"Orang boleh pandai setinggi langit, tapi selama ia tidak menulis, ia akan hilang di dalam masyarakat dan dari sejarah. Menulis adalah bekerja untuk keabadian" -- Pramoedya Ananta Toer
Pramoedya Ananta Toer atau akrab dipanggil Pram lahir di Blora 06 Februari 1925 kemudian kembali memeluk bumi pada 30 April 2006, Pram adalah penulis serta novelis angkatan '45 yang dipelopori oleh Chairil Anwar. Pada angkatan ini tema-tema yang dikemukakan berisikan revolusioner dan perjuangan karena rasa cinta tanah air yang begitu pekat. Tema ini sejalan dengan novel-novel karangan Pram yang berfokus pada sejarah berdasarkan pengalaman beliau, salah satunya "Di Tepi Kali Bekasi" yang akan dianalisis menggunakan teori pengkajian fiksi, Robert Stanton.
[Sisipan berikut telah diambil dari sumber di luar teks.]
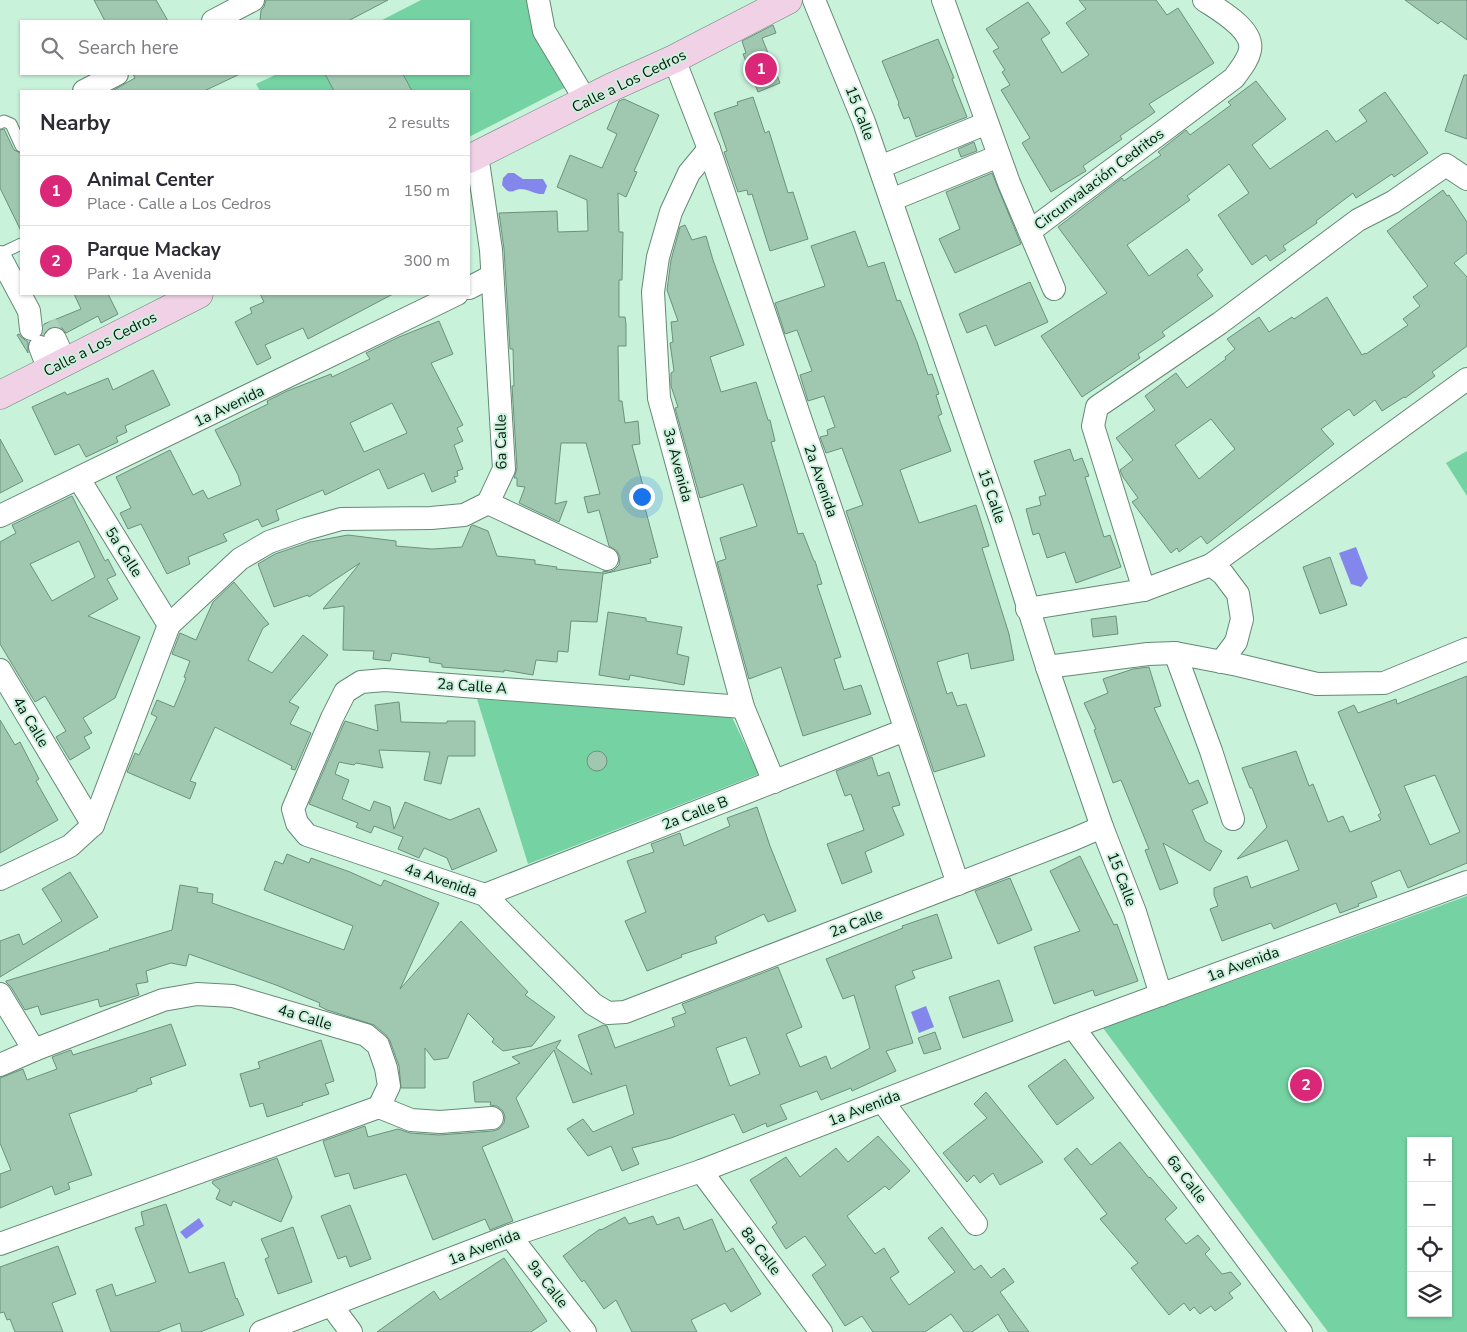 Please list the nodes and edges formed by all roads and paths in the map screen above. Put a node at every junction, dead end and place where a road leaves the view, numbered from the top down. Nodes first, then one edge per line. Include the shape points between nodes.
1 (253, 0) edge
2 (538, 0) edge
3 (788, 0) edge
4 (814, 0) edge
5 (943, 0) edge
6 (1204, 0) edge
7 (216, 20) edge
8 (678, 69) junction
9 (115, 75) edge
10 (86, 90) edge
11 (580, 91) junction
12 (0, 123) edge
13 (987, 123) junction
14 (20, 144) edge
15 (709, 149) junction
16 (999, 156) junction
17 (473, 157) edge
18 (880, 167) junction
19 (1467, 179) edge
20 (891, 200) junction
21 (1030, 231) junction
22 (20, 245) edge
23 (0, 255) edge
24 (492, 276) junction
25 (470, 287) edge
26 (1054, 288) dead end
27 (20, 293) edge
28 (21, 295) edge
29 (196, 295) edge
30 (454, 295) edge
31 (45, 340) junction
32 (1467, 379) edge
33 (0, 395) edge
34 (79, 479) junction
35 (488, 503) junction
36 (0, 516) edge
37 (607, 559) dead end
38 (1211, 565) junction
39 (1144, 590) junction
40 (1027, 609) junction
41 (169, 625) junction
42 (1467, 649) edge
43 (1176, 654) junction
44 (1221, 662) junction
45 (1046, 667) junction
46 (0, 670) edge
47 (744, 707) junction
48 (905, 730) junction
49 (774, 782) junction
50 (1233, 819) dead end
51 (297, 823) joint
52 (93, 825) junction
53 (1102, 826) junction
54 (0, 879) edge
55 (1467, 882) edge
56 (958, 884) junction
57 (485, 895) junction
58 (0, 994) edge
59 (1161, 994) junction
60 (608, 1013) joint
61 (1073, 1027) junction
62 (34, 1050) junction
63 (0, 1065) edge
64 (882, 1101) junction
65 (379, 1107) junction
66 (492, 1118) dead end
67 (701, 1171) junction
68 (976, 1224) dead end
69 (510, 1236) junction
70 (0, 1244) edge
71 (331, 1305) junction
72 (261, 1332) edge
73 (351, 1332) edge
74 (585, 1332) edge
75 (821, 1332) edge
76 (1301, 1332) edge

1 - 7 street
2 - 11 street via 544,31
3 - 8 street, Calle a Los Cedros
4 - 18 street, 15 Calle
5 - 13 street, Circunvalación Cedritos
6 - 21 street, Circunvalación Cedritos via 1237,23 1248,35 1251,48 1234,78
8 - 11 street, Calle a Los Cedros via 612,87
8 - 15 street, 2a Avenida
9 - 10 street
11 - 17 street, Calle a Los Cedros
12 - 14 lane via 11,124
13 - 16 street, Circunvalación Cedritos
13 - 18 street
15 - 47 street, 3a Avenida via 688,173 671,212 658,257 653,292 656,349 660,398
15 - 48 street, 2a Avenida
16 - 20 street
16 - 21 street, Circunvalación Cedritos
17 - 24 street, 6a Calle via 491,250
18 - 20 street, 15 Calle
19 - 39 street via 1446,165 1393,202 1358,220 1220,323 1097,407 1093,426
20 - 40 street, 15 Calle via 1001,521
21 - 26 street
22 - 23 lane
23 - 27 street
24 - 25 street
24 - 35 street, 6a Calle via 504,469
28 - 31 street
29 - 31 street, Calle a Los Cedros
30 - 34 street, 1a Avenida
31 - 33 street, Calle a Los Cedros
32 - 38 street
34 - 36 street, 1a Avenida
34 - 41 street, 5a Calle
35 - 37 street
35 - 41 street via 464,516 341,519 269,542 240,559
38 - 39 street
38 - 44 street via 1223,574 1238,594 1242,619 1236,642
39 - 40 street
40 - 45 street, 15 Calle
41 - 52 street
42 - 44 street via 1384,682 1318,684
43 - 44 street
43 - 45 street via 1148,654
43 - 50 street
45 - 53 street, 15 Calle
46 - 52 street, 4a Calle
47 - 49 street, 3a Avenida
47 - 51 street, 2a Calle A via 385,680 361,682 345,692 332,718 293,810
48 - 49 street, 2a Calle B
48 - 56 street, 2a Avenida
49 - 57 street, 2a Calle B
51 - 57 street, 4a Avenida via 307,835
52 - 54 street via 70,846
53 - 56 street, 2a Calle
53 - 59 street, 15 Calle via 1135,912
55 - 59 street, 1a Avenida
56 - 60 street, 2a Calle via 625,1012
57 - 60 street, 4a Avenida via 594,1004
58 - 62 street
59 - 61 street, 1a Avenida
61 - 64 street, 1a Avenida
61 - 76 street, 6a Calle
62 - 63 street, 4a Calle
62 - 65 street, 4a Calle via 163,1000 198,994 233,996 366,1035 378,1045 386,1068 389,1086
64 - 67 street, 1a Avenida
64 - 68 street
65 - 66 street via 411,1120 440,1122
65 - 70 street
67 - 69 street, 1a Avenida
67 - 75 street, 8a Calle
69 - 71 street, 1a Avenida
69 - 74 street, 9a Calle
71 - 72 street, 1a Avenida
71 - 73 street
Unsur Intrinsik yang akan dikaji terkait tema, fakta, dan sarana cerita.
Pada bagian akhir novel, diberikan sebuah fakta bahwa novel ini diterbitkan dalam dua bentuk, yang pertama berjudul "Krandji-Bekasi Djatuh" tahun 1947. The Voice of Free Indonesia merupakan penerbit buku Jakarta ini separuh yang terakhir. Separuh pertama pernah diterbitkan oleh Penerbit Gapura tahun 1950 kemudian habis terjual pada tahun 1953. Namun, pengedaran novel "Di Tepi Kali Bekasi" berhenti karena penerbit Gapura tak punya niat untuk meneruskan usahanya, karena hal ini penerbitan Balai Pustaka mengambil alih. Penerbit pertama disita Belanda yang mengakibatkan hanya sebagian kecil saja dari novel "Krandji-Bekasi Djatuh" dapat diedarkan. Novel ini baru satu per-empat saja dari naskah yang asli, tiga per-empat disita oleh Nefis dan tidak pernah dikembalikan.
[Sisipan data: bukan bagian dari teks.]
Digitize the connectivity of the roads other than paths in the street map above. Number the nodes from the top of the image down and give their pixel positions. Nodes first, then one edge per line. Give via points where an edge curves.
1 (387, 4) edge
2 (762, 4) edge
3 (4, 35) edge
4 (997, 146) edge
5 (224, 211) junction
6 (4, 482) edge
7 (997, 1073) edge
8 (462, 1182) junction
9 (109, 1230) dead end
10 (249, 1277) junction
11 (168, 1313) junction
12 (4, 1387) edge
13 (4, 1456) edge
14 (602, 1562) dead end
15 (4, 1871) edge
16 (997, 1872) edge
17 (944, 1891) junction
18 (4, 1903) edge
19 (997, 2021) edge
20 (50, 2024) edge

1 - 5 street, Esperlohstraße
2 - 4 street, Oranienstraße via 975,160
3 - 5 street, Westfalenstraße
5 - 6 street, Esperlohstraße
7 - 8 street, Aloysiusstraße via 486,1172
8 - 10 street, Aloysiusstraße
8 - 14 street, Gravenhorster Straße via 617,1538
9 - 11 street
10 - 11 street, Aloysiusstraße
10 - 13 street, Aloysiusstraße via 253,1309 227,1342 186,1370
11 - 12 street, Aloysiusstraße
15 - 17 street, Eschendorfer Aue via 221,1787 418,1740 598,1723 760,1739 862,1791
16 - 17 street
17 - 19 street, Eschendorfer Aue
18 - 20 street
Novel "Di Tepi Kali Bekasi" mengisahkan tokoh Farid yang nekat menjadi tentara bersama dua temannya, Amir dan Soerip. Bapaknya Farid sungguh tak mengizinkan sebab takut Farid disangka pelopor (barisan Jepang, musuh Belanda setelah masa proklamasi) dan cemas apabila Farid menjadi kurban peluru garis depan. Jelas bapaknya Farid melarang, karena beliau pernah mengalami hal serupa ketika pertempuran kecil atau besar di Aceh. Tapi, rasa nasionalis Farid kuat, ia bergegas pergi ke Cikampek menggunakan kereta bersama dua temannya. Mereka adalah sekumpulan pemuda tidak berpengalaman dalam militer atau sekadar pernah mengalami melalui perang. Soerip si penakut dan Amir si darah perajurit. Maka dari itu, tak lama mereka tiba Amir sudah dipanggil oleh Kapten. Amir pun tampak di kepala barisan bagian senapan mesin untuk berangkat ke stasiun.
1. Tema
Menurut Stanton (2007:7) tema adalah gagasan utama yang memiliki kekuatan dalam menyatukan kejadian-kejadian yang sedang diceritakan bersamaan dengan mengisahkan kehidupan dalam konteks yang paling umum. Tema dalam novel "Di Tepi Kali Bekasi", yaitu:
a. Rasa kasih sayang terhadap anak
"Hatinya mulai bimbang. Ia merasa tidak senang diberi makan orang, barangkali. Pada suatu hari ia minta permisi pergi ke Tjikampek. Katanya hendak menemui kamu, Farid. Tetapi entahlah, saja tidak tahu, apakah ia pergi ke sana atau tidak."
b. Kompleksitas Romansa
Farid adalah Amir. Tak berbeda. Terus-terang sikapnja. Tindak-lakunya sepeti potret jang seklise dengan Amir. Memang tak djarang gadis itu bertanja dalam haitinja, mengapa demikian rapuh tjinta itu? Tetapi keras djuga ia membantah: Tjintanja pada pemuda itu adalah landjutan tjintanja kepada Amir. Kedua-duanja masih muda, bunga bangsa. Keduanja-duanja bertjita-tjita tinggi: untuk kemuliaan bangsa dan tanah-air. Nanny belum insaf bahwa ia dibohongi oleh hatinja sendiri.